James’ speech can be found below.

 

“Good afternoon everybody.

I joined the National Infrastructure Commission back in May. Before that, I was at DCMS advising Ministers on broadband strategy, mobile connectivity and telecoms security. So, I know quite a lot about digital infrastructure but am still on a steep learning curve on the other parts of Commission’s brief.

I joined the Commission because its remit – to provide expert advice on the country’s biggest infrastructure challenges – really matters. The next few years are going to be critical if we want to solve era-defining, strategic questions – about how to decarbonise the economy, how to address the UK’s productivity gap, and how to change the UK’s economic geography. And I believe that infrastructure policy has a critical role to play in solving all these questions.

The title of today’s session is: ‘A national infrastructure strategy and investment for the long-term’. I’ll focus on three things:

  • Why long-term, strategic infrastructure planning matters,
  • The tests that we think the Government’s National Infrastructure Strategy needs to meet,
  • And the Commission’s view of some of the policy priorities that should be reflected in the National Infrastructure Strategy, if it is to support the economic recovery and meet the Government’s ambitions on net zero and levelling-up.

Why is infrastructure planning important but hard?
On the first question, there are three particular characteristics of economic infrastructure that make strategic planning very important but also very hard to do well.

First, most infrastructure challenges are long-term. It takes a long time to plan and build major infrastructure projects, even if we can – and we should – work out how to speed up the timescales. This means that we usually build infrastructure ahead of demand, so it doesn’t become a constraint on future growth. And the costs and disruption of infrastructure are real and accrue today, whereas the payback and benefits of infrastructure accrue tomorrow.

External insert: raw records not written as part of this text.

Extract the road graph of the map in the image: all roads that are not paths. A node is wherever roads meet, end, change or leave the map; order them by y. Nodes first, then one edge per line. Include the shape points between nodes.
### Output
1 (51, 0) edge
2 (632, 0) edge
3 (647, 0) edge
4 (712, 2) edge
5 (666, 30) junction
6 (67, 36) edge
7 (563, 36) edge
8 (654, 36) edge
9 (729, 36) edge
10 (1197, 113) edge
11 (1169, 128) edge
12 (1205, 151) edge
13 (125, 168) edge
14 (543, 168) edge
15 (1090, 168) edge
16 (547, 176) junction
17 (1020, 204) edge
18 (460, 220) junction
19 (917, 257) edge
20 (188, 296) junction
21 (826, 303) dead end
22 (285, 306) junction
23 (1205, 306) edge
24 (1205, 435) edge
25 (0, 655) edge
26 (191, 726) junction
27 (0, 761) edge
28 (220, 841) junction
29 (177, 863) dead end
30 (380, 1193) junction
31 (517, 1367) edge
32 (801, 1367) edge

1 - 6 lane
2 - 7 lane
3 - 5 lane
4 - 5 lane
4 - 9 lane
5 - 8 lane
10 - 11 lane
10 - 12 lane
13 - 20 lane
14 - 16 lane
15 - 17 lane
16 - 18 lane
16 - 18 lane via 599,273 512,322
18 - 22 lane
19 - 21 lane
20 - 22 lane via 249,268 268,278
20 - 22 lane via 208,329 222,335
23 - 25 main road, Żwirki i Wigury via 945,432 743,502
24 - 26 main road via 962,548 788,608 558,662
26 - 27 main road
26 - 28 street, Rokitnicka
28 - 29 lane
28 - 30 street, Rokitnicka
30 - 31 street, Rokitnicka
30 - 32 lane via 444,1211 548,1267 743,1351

Linked to this challenge, is the question of how we plan infrastructure under uncertainty. There are certain drivers of infrastructure demand that we can plan for even if it is hard to do so – so we know that by 2050, the UK’s population and economy will have grown significantly and that this will place substantial pressures on infrastructure. We also know that the challenge of climate change will require a transformation in energy, waste and transport by 2050. But we clearly don’t know what the long-term effects of an event like Covid-19 will be on behaviour change, the distribution of work, and the demand for infrastructure such as transport, logistics and broadband. The Commission has work underway to consider the plausible future scenarios and what they may mean for infrastructure policy choices.

The third characteristic of infrastructure is its interdependence – infrastructure should be viewed as a network or a system rather than as a set of independent schemes. The obvious example of this is the need for urban infrastructure planning to be integrated with housing. But interdependence applies to the electricity system needing to be prepared for an increase in electric vehicle ownership or digital connectivity on roads being necessary for the future availability of connected and autonomous vehicles.

These characteristics of infrastructure – its long-term nature, uncertainty, and interdependence – make strategic planning essential. But they also make it very hard to do well.

And this, I think, is why we’ve seen in many countries infrastructure policy hampered by problems of short-termism, siloed decision-making in infrastructure sectors and fragile  political consensus that has often led to prevarication and paralysis on major decisions.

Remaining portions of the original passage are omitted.